In the case of software companies which have already issued ADRs/GDRs, such companies may seek permission for issue of stock options for existing ADR/GDR issue, observing the general parameters of the guidelines.
(ii) The scheme woule be available to listed and unlisted software Indian companies which fulfil the performance track record eligibility and other requirements under ADR/GDR guidelines of Government of India.
(iii) A software company would be defined as a company engaged in manufacture or production of software whose turnover from software activities is not less than 80 percent.
(iv) A software company applying to Government of India for issue of ADR/GDR linked stock options shall be required to submit relevant documents certified by a Chartered Accountant, establishing that they are a software company conforming
to the stipulation indicated above. The relevant documents shall also be submitted to Reserve Bank while applying for permission for remittances of foreign exchange for acquistion of ADRs/GDRs in exercise of the stock option.
(v) The stock option shall be available to non-resident and resident permananent employees (including Indian and overseas working directors) of the company.

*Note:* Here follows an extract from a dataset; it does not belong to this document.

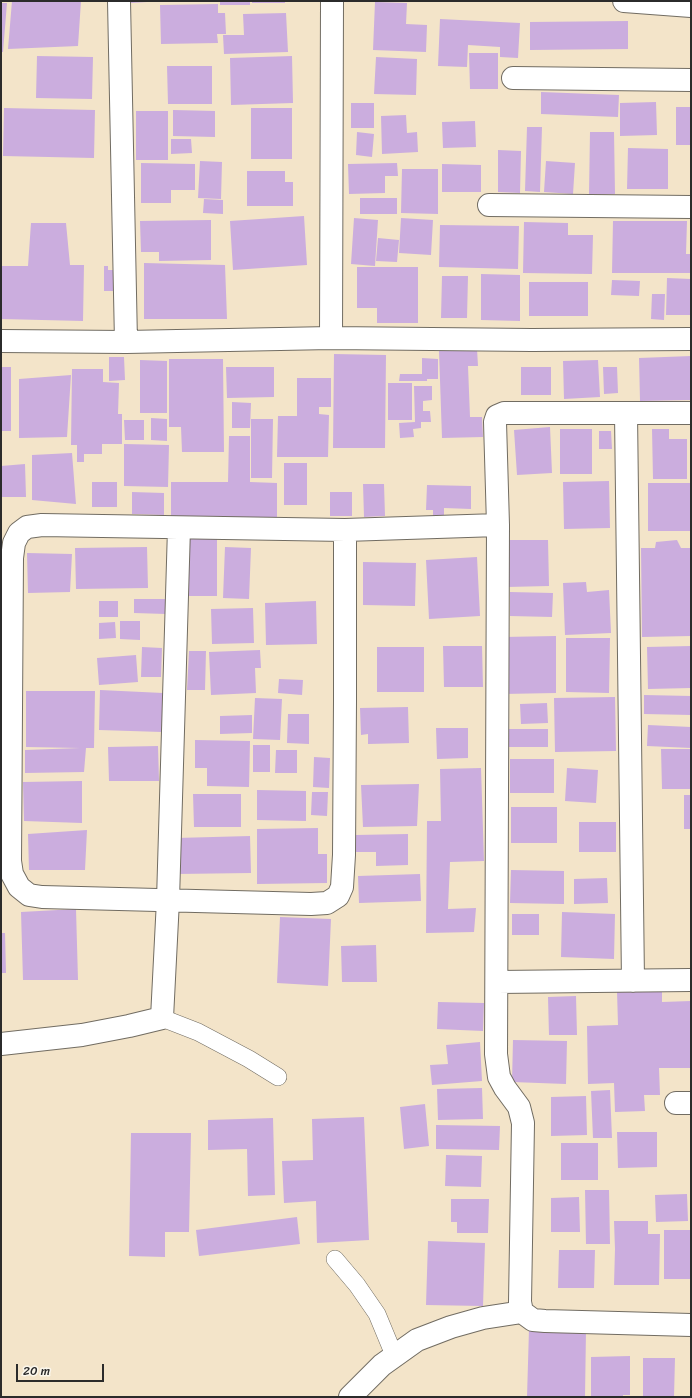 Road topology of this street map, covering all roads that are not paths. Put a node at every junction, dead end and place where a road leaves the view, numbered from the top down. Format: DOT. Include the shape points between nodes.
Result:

The stock option shall not be available to the promoters and their relatives (as defined under the Companies Act)
(vi) The eligible employees can remit up to U.S.$ 50,000 in a block of five years for acquisition of ADRs/GDRs . Upon liquidation of ADR/GDR holdings the proceeds should be repatriated to India unless permission from Reserve Bank is obtained for its retention or use abroad.
(vii) Issue of stock options shall require a special resolution as applicable for preferential allotment of shares. The allotment of stock options shall be done by a Committee of the Board of Directors of the company. The Committee of Directors shall have a minimum of two non executive members of the Board as its members.
(viii) The issuing company would be entitled to issue options not exceeding 10% of its issued and paid up equity capital.
(ix) The stock options may be issued at a discount of not more than 10% to the market price prevailing at the time of the issue of the stock option.
(x) While ADRs/GDRs acquired in exercise of the stock option shall be freely transferable, the stock options themselves shall be non-transferable.
(xi) Full disclosure should be made in the Directors Report or in an Annexure to the Directors Report, of the details of the stock option scheme by the company.
(xii) ADRs/GDRs acquired on exercise of stock option would be eligible for concessional tax treatment under 115Ac of Income -tax Act, 1961. (Necessary amendments under Section 115AC of the Income -tax Act, 1961 shall be notified by the Government of India, Ministry of Finance, Department of Revenue, separately.)